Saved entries
◆ ◆ ◆

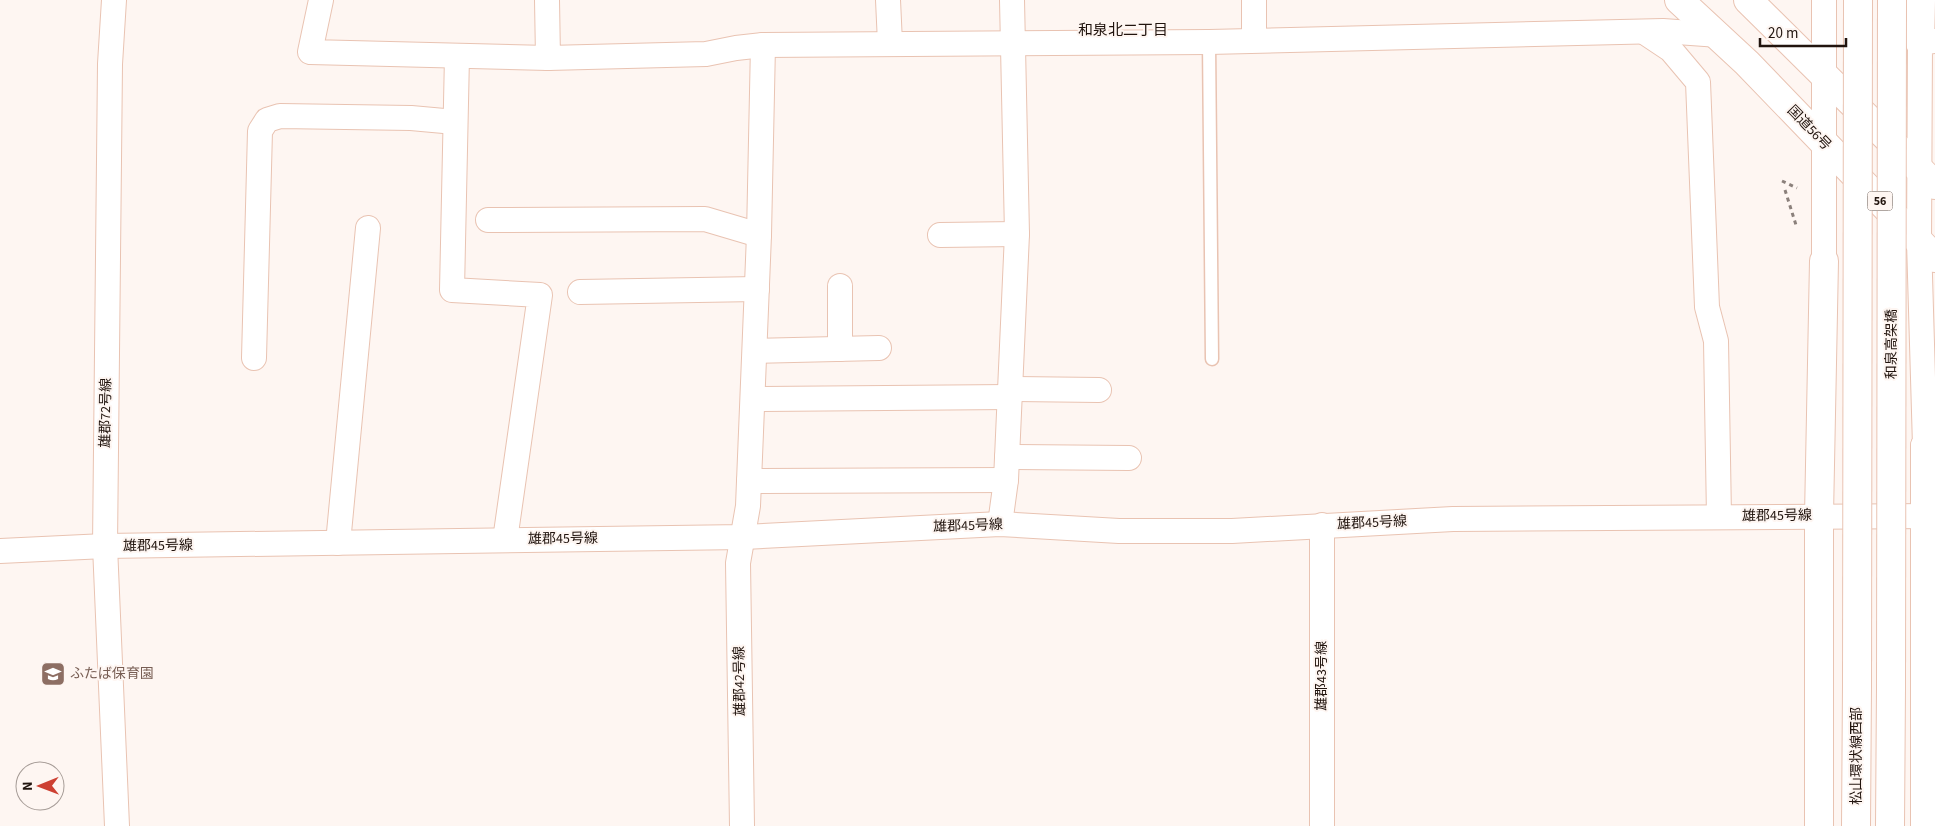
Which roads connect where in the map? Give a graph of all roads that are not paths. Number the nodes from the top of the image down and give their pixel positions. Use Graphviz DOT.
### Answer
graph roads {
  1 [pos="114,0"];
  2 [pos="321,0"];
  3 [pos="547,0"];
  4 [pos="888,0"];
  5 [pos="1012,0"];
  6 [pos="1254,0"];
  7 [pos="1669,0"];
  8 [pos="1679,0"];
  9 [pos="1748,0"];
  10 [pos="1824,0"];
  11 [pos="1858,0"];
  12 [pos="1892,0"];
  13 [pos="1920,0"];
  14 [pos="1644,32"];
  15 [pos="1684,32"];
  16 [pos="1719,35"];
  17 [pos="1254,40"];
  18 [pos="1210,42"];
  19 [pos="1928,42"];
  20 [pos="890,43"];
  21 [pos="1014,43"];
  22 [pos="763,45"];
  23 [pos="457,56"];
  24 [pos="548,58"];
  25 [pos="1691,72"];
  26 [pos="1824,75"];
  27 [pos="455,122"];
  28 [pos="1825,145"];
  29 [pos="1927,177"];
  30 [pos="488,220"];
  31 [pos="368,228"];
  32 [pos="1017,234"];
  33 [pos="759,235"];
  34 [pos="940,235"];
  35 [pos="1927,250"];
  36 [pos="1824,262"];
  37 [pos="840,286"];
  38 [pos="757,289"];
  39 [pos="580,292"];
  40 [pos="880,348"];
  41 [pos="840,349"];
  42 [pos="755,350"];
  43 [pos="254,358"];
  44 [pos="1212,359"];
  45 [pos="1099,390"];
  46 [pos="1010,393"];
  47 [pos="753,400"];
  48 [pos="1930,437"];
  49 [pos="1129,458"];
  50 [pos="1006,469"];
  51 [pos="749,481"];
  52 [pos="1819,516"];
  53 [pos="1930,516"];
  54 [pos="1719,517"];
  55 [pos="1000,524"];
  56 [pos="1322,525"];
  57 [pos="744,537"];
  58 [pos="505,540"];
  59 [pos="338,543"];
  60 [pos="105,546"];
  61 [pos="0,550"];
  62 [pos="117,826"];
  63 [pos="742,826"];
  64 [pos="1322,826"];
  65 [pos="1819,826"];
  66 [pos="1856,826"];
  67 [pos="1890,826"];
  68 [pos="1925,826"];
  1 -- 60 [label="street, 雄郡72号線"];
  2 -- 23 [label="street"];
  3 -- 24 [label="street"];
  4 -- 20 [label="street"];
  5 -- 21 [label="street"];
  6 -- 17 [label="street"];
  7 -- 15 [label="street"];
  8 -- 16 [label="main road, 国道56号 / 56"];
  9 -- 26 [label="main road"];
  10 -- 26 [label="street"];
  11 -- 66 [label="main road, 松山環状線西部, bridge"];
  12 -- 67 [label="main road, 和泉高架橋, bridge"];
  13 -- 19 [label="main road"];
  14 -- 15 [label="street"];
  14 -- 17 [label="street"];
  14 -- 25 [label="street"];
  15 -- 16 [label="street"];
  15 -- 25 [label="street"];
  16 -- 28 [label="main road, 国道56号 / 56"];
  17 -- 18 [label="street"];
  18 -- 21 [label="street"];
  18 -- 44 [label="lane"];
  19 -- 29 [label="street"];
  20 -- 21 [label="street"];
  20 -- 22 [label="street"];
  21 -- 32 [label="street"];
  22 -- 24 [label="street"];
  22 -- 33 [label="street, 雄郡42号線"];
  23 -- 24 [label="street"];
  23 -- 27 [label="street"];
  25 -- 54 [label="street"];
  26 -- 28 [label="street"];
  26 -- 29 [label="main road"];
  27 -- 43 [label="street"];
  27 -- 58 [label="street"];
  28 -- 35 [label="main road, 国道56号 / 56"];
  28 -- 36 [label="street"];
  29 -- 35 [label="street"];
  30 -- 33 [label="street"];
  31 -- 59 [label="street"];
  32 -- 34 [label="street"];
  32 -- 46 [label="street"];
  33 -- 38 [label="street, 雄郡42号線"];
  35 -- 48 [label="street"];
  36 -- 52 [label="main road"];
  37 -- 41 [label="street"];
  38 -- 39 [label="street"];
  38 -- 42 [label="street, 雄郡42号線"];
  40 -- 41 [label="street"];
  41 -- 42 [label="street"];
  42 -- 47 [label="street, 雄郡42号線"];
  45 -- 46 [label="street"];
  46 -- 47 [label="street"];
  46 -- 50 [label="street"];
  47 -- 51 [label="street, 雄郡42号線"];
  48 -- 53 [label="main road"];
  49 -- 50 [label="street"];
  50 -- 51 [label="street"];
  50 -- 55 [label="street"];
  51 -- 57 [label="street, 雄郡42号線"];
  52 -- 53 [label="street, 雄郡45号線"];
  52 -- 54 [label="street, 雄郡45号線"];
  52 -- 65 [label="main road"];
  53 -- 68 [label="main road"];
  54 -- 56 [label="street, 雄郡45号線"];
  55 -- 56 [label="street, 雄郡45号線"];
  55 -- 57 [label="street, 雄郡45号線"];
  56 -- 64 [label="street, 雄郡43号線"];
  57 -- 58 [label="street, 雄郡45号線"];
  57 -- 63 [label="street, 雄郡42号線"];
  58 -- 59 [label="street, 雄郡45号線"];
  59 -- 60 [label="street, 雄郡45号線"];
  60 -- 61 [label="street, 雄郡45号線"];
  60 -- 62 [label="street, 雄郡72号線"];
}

◆ ◆ ◆

◆ Your goal ◆
Above are some records. Copy each of their lines that holds the string "bridge".

◆ Response ◆
  11 -- 66 [label="main road, 松山環状線西部, bridge"];
  12 -- 67 [label="main road, 和泉高架橋, bridge"];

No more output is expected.